I’ve seen the “let’s just not talk about it” mentality on feminist sites, on politically progressive sites, on atheist sites, on gay rights sites and everywhere else. If you’re a feminist don’t you understand that just not talking about it leads to further entrenching the status quo and that it then gets even harder to change? If you’re gay, don’t you understand why it’s important to educate people so that they know what they’re talking about and how many people are affected? If you’re progressive politically, don’t you understand how more information leads to more informed positions (funny how that works) and that leads to better decision making?

It’s a national disgrace how many homeless mentally ill people we have in the US. It’s a national disgrace how badly we fail at getting people the help they need and forcing them to get it when necessary. This is what happens when we just don’t talk about it. If this is your mindset, this is what you get.

This is something that needs to be changed. Fast. We need to take mental illness seriously right now. It’s one of the causes of the mass shootings, it’s the reason for a lot of discrimination, and it’s the subject of monumental ignorance. We need this in the minds of the public. We need to demand action.

Hezekiah Ramirez
Hezekiah Ramirez
10 years ago

By the way, “insane” is a legal term. You’ll never find a psychiatrist calling someone “insane.” There’s a reason I didn’t say “crazy” or something.

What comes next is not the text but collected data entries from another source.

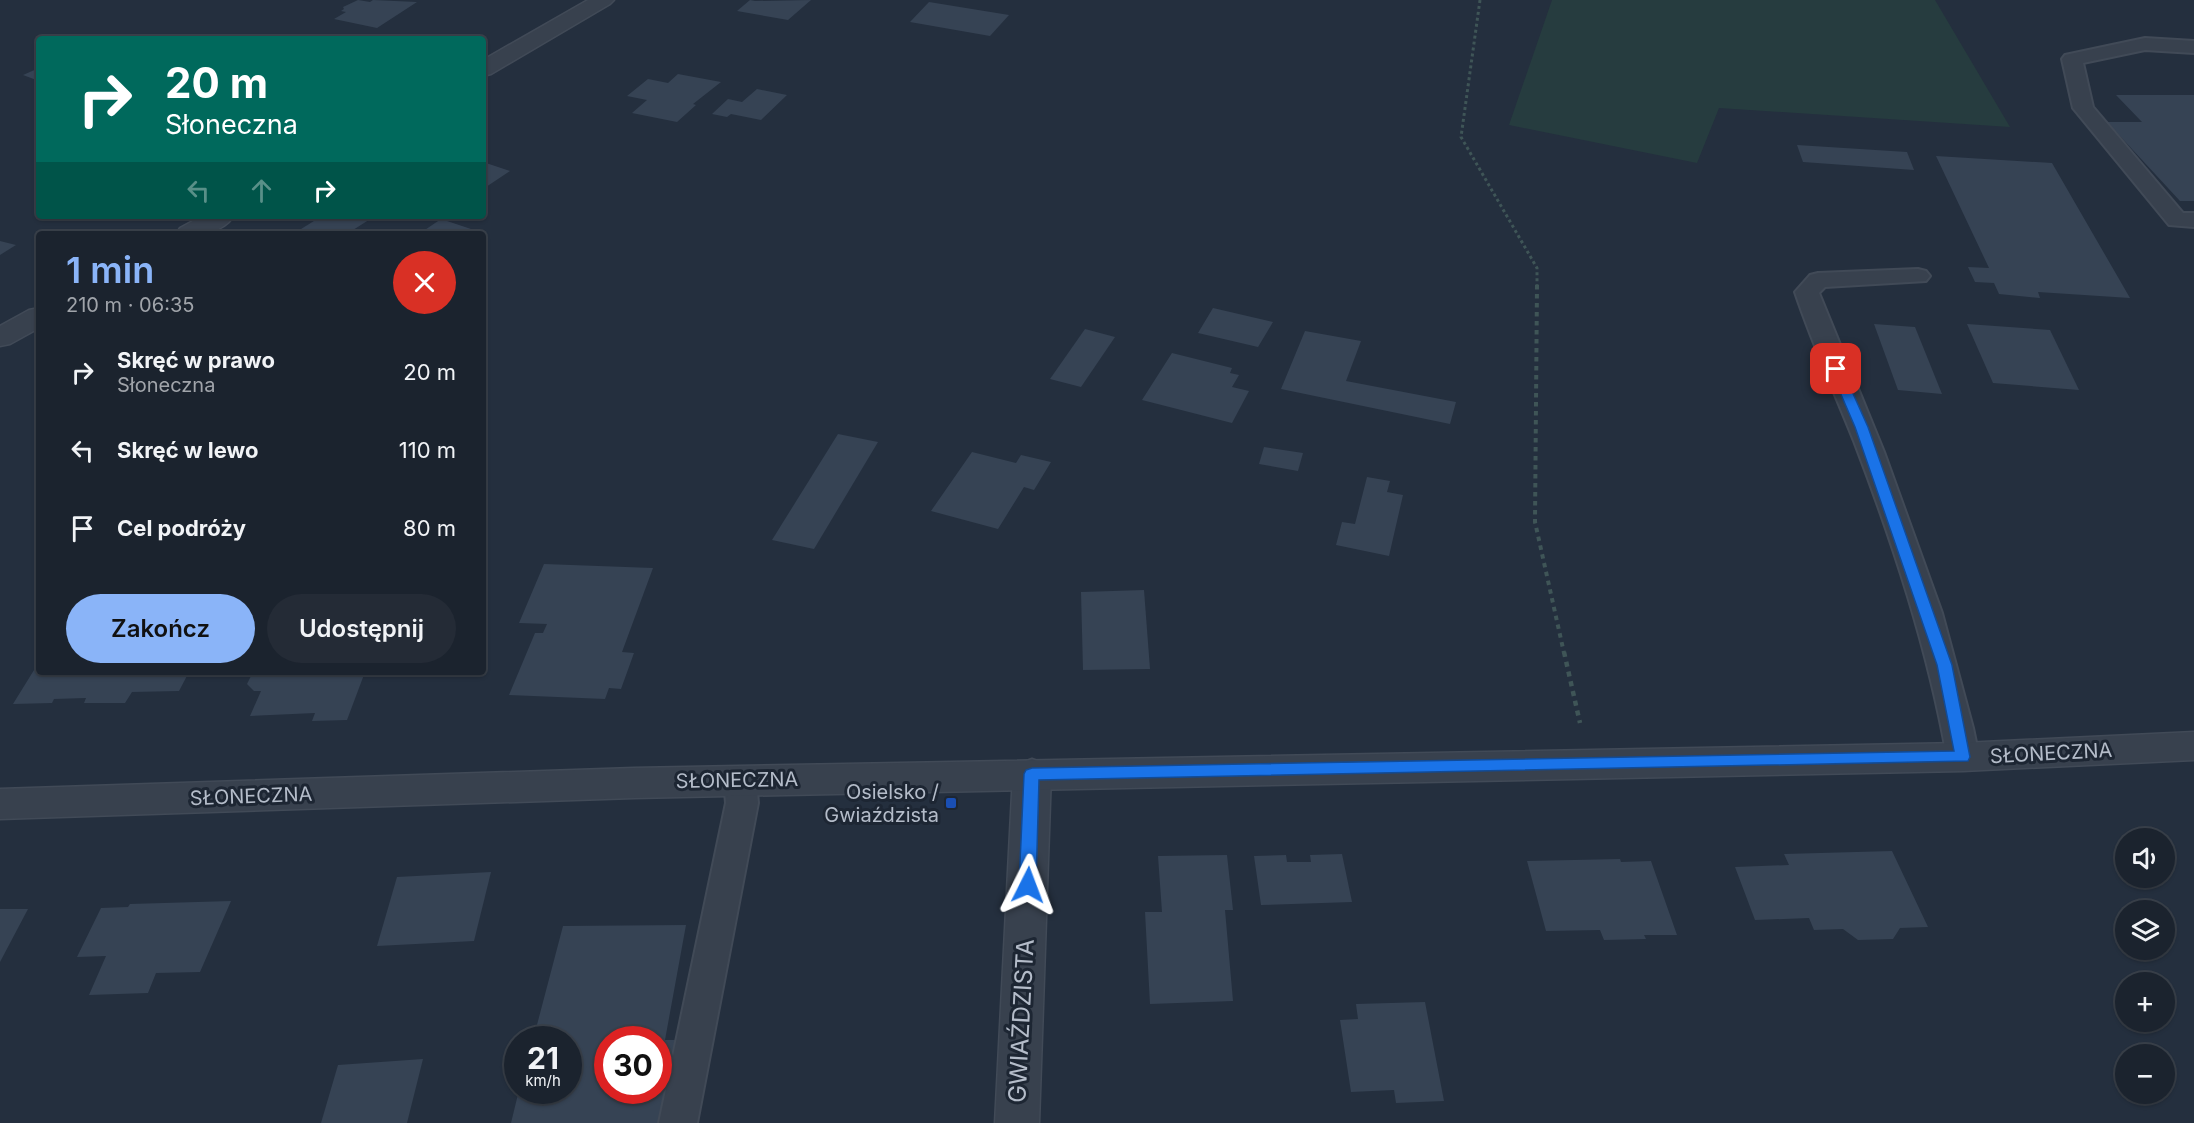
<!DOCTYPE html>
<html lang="pl">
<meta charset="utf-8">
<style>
:root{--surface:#1b232e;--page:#242b36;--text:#f1f3f6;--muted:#a0a4aa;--line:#39404a;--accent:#8ab4f8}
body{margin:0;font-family:Inter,sans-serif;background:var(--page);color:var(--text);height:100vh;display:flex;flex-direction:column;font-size:22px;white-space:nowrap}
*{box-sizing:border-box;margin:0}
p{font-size:20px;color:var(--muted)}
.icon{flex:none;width:33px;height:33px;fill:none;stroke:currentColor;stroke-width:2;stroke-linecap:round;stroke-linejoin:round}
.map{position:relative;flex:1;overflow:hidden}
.side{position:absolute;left:36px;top:231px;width:450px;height:444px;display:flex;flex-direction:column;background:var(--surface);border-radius:6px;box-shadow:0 2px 4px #0004,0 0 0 2px var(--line)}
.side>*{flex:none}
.hud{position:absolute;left:36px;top:36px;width:450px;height:183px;border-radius:6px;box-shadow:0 2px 4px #0004,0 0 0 2px var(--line);background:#00695c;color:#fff;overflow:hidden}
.fabs{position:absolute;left:2115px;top:828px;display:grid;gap:12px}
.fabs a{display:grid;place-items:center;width:60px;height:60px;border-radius:50%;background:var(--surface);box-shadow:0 2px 4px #0004,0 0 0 2px var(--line);font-size:30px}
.speed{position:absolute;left:504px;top:1026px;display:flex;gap:12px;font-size:30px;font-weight:700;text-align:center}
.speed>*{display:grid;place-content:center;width:78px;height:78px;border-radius:50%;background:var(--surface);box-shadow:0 2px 4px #0004,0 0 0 2px var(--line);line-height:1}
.speed small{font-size:15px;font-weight:400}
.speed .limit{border:9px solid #d22;background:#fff;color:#111}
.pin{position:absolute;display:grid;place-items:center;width:51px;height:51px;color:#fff;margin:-26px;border-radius:12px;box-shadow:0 3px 9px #0006}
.me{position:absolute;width:66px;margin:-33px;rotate:3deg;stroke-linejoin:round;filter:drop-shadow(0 0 4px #0008)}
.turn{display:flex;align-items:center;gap:21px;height:126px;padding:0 30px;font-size:27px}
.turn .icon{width:78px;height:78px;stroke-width:2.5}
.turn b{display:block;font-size:42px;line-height:51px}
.lanes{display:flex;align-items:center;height:57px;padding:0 30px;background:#0003;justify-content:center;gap:30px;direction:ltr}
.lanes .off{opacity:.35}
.round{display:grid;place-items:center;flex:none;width:63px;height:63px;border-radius:32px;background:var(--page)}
.head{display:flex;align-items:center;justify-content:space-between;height:102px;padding:0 30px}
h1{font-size:36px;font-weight:600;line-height:45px;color:var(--accent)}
.button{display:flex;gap:12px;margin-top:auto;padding:12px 30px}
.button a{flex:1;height:69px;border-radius:36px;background:var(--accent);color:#111;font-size:24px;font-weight:600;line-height:69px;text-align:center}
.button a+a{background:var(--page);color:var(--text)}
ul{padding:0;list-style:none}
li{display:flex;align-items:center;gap:18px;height:78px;padding:0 30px}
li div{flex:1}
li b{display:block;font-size:22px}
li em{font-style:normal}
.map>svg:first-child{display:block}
</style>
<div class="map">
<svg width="2194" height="1123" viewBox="0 0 2194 1123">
<rect width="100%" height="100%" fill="#242f3e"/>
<!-- green -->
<path fill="#263c3f" d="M1552,0H1935L2010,127L1719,108L1697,163L1509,125Z"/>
<!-- building -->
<g fill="#364354" fill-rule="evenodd">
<path d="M358,0L370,2L373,0L417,2L377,28L334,19L346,12L341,11L344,9L343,7Z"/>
<path d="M750,0L755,1L811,0L788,20L737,11Z"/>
<path d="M929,2L1009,15L990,36L910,22Z"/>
<path d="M39,68V81L23,75Z"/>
<path d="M678,74L721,82L693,104L696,105L677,122L632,113L647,100L627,96L648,79L668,83Z"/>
<path d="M757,89L787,95L761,120L731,114L727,117L712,114L728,99L742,102Z"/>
<path d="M2116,95H2194V201H2180L2107,122H2142Z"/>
<path d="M1797,145L1907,152L1914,170L1803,162Z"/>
<path d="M1936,156L2052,163L2130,298L2038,292L2040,298L1999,294L1994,283L1975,282L1968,267L1989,268Z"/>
<path d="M483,162L510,171L483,189Z"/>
<path d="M322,216H375L353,230L363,234H293Z"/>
<path d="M441,219L477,231L473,234H419Z"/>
<path d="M0,241L16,245L0,255Z"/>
<path d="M1213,308L1273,322L1258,347L1198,333Z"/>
<path d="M1874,324L1915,327L1942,394L1898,390Z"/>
<path d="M1967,324L2050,330L2079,390L1993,383Z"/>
<path d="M1085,329L1115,337L1081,387L1050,379Z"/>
<path d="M1305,331L1361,341L1346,381L1456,402L1450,424L1281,389Z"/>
<path d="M1172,353L1232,368L1230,373L1239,375L1232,387L1249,391L1232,423L1142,400Z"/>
<path d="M838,434L878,442L814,549L772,540Z"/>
<path d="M1264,447L1303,453L1298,471L1259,464Z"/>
<path d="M972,452L1016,463L1021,455L1051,462L1034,490L1024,487L998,529L931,511Z"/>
<path d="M1367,477L1390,481L1387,492L1403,495L1389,556L1336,545L1342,522L1355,524Z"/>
<path d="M544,564L653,568L622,652L634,653L621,689L609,688L605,699L509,695L535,633H543L547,624L519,623Z"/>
<path d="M1144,590L1150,669L1083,670L1081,592Z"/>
<path d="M39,662V672H189L179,691L132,692L125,703H84L86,698L54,699L52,703L13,704Z"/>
<path d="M258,672H365L347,720L312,721L315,713L250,716L261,691H254L247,684L251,676Z"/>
<path d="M1892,851L1928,927L1900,928L1893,939L1858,940L1843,929L1814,930L1809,918L1755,920L1735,867L1789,865L1784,854Z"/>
<path d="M1342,854L1352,902L1261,905L1254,856L1286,855L1287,862H1311L1310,855Z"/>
<path d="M1227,855L1233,910H1225L1233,1001L1150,1004L1145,912H1162L1158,856Z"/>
<path d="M1620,859L1621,862L1651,861L1677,935H1644L1646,939L1604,940L1600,930L1546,931L1527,861Z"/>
<path d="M491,872L474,941L377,946L397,877Z"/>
<path d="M231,901L200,972L156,973L148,993L89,995L106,956L77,957L101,908L128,907L130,904Z"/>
<path d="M0,909H28L0,962Z"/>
<path d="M686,925L665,1040H678L662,1123H511L519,1090H568V1040H533L563,926ZM608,1040H658V1090H608Z"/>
<path d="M1425,1002L1444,1101L1396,1103L1394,1090L1351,1092L1340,1020L1358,1019L1356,1004Z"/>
<path d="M423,1059L407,1123H321L338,1065Z"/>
</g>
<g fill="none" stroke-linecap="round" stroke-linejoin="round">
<defs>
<g id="service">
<path d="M2145,38L2194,41V53L2145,50L2083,63L2093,107L2183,213H2194V227L2169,225L2073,108L2062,59L2065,55Z"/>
<path d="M1918,269L1926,271L1930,276L1926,281L1825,287L1819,293L1884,452L1942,613L1973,728L1979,757L1974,766L1963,770L1952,766L1947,757C1928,649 1893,543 1854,441C1834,391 1812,343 1795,292L1810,275L1818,273Z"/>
<path d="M740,767L751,771L756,780L758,803L697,1123H659L726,803L724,780L729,771Z"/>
</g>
<path id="minor" d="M1032,759L1045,764L1051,774L1039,1123H995L1013,774L1019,764Z"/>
<g id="tertiary">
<path d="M588,0H614L610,4L491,74L483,76V60Z"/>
<path d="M202,216H234C220,236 197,234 176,234L180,228Z"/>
<path d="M39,308V328L10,344L0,346V326L29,310Z"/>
<path d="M2194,732V760L1963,771L634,798L0,819V789L634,768L1963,743Z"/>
</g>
</defs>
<!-- service casing -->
<use href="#service" stroke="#414a57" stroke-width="4"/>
<!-- minor casing -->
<use href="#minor" stroke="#414a57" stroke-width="3"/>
<!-- tertiary casing -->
<use href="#tertiary" stroke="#414a57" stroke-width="3"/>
<!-- path-far2 -->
<path stroke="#3f5557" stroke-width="3" stroke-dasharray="3 3" stroke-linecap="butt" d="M1480,0L1461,137L1537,268V286"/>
<!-- path-far1 -->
<path stroke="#3f5557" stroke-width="4" stroke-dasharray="4.5 4.5" stroke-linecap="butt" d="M1537,285L1535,522L1564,653"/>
<!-- path -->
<path stroke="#3f5557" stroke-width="4.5" stroke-dasharray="5 5" stroke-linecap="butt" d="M1564,652L1580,723"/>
<!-- service -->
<use href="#service" fill="#38414e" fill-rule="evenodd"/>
<!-- minor -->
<use href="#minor" fill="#38414e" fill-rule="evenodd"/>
<!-- tertiary -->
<use href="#tertiary" fill="#38414e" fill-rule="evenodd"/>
</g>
<!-- route -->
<path fill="#1a73e8" stroke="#114b97" stroke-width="1.5" d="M1836,365L1842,369L1868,427L1952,665L1970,757L1968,761L1039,780L1036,885L1033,889L1028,891L1022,889L1019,885L1024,774L1026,770L1032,768L1954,751L1937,665L1855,427L1830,369Z"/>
<!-- markers -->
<rect fill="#1a4fb4" stroke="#1d2633" stroke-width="2" x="945" y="797" width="12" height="12" rx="3"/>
<g text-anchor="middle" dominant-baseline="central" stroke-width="6" stroke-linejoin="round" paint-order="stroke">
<!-- street labels -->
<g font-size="20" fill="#b4bcc9" stroke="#1d2633">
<text transform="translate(2051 753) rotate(-3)">SŁONECZNA</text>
<text transform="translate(737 780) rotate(-1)">SŁONECZNA</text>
<text transform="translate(251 796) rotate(-2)">SŁONECZNA</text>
</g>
<!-- poi labels -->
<g font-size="20" fill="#b4bcc9" stroke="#1d2633" text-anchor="end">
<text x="939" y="792">Osielsko /<tspan x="939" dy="23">Gwiaździsta</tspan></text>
</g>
<!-- near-street labels -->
<g font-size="24" fill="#b4bcc9" stroke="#1d2633">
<text transform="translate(1021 1021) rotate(-87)">GWIAŹDZISTA</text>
</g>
</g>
</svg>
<div class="fabs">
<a><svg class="icon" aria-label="sound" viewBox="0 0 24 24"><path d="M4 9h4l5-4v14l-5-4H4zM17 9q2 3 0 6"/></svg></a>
<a><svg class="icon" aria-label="layers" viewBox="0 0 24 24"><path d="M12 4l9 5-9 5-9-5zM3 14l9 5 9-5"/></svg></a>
<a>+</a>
<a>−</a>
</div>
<div class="speed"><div>21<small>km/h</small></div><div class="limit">30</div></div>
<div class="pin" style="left:1836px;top:369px;background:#d93025"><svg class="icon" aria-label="arrive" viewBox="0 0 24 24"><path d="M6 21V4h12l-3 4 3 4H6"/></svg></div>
<svg class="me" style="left:1028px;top:885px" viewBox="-20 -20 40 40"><path d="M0-17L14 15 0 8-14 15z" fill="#1a73e8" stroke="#fff" stroke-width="4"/></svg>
<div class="hud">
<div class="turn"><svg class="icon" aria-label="right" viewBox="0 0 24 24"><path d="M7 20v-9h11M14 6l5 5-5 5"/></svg><div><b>20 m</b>Słoneczna</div></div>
<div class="lanes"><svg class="icon off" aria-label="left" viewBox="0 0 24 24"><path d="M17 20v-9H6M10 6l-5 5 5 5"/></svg><svg class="icon off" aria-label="ahead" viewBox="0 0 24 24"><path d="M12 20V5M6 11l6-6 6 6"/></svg><svg class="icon" aria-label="right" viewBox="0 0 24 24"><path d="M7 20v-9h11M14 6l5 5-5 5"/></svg></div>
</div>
<section class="side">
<div class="head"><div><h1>1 min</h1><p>210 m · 06:35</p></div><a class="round" style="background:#d93025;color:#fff"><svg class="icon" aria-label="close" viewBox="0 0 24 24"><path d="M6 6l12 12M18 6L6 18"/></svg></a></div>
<ul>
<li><svg class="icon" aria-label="right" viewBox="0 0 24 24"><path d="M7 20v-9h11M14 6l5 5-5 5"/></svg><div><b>Skręć w prawo</b><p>Słoneczna</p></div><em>20 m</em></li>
<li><svg class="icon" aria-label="left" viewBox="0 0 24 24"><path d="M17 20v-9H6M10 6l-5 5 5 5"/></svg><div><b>Skręć w lewo</b></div><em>110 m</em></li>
<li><svg class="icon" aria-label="arrive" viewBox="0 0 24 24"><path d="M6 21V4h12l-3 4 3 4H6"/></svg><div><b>Cel podróży</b></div><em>80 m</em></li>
</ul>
<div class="button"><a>Zakończ</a><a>Udostępnij</a></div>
</section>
</div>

I said insane because it does not refer to anything specific nor does it vilify anyone. It’s used as a sort of way to say “legally incompetent.” The implication is that it means you’re forever tainted by that view and that it will affect your mindset. This is yet another example of the casual ignorance we have about mental illness. “Insane” and “crazy” are not the same thing. (“Crazy” is not a diagnosis either, by the way. It’s a word I’d like to see disappear in all honesty.)

weirwoodtreehugger
10 years ago

We do talk about mental illness here. We talk about it a lot. We just don’t use crazy or insane as a put down.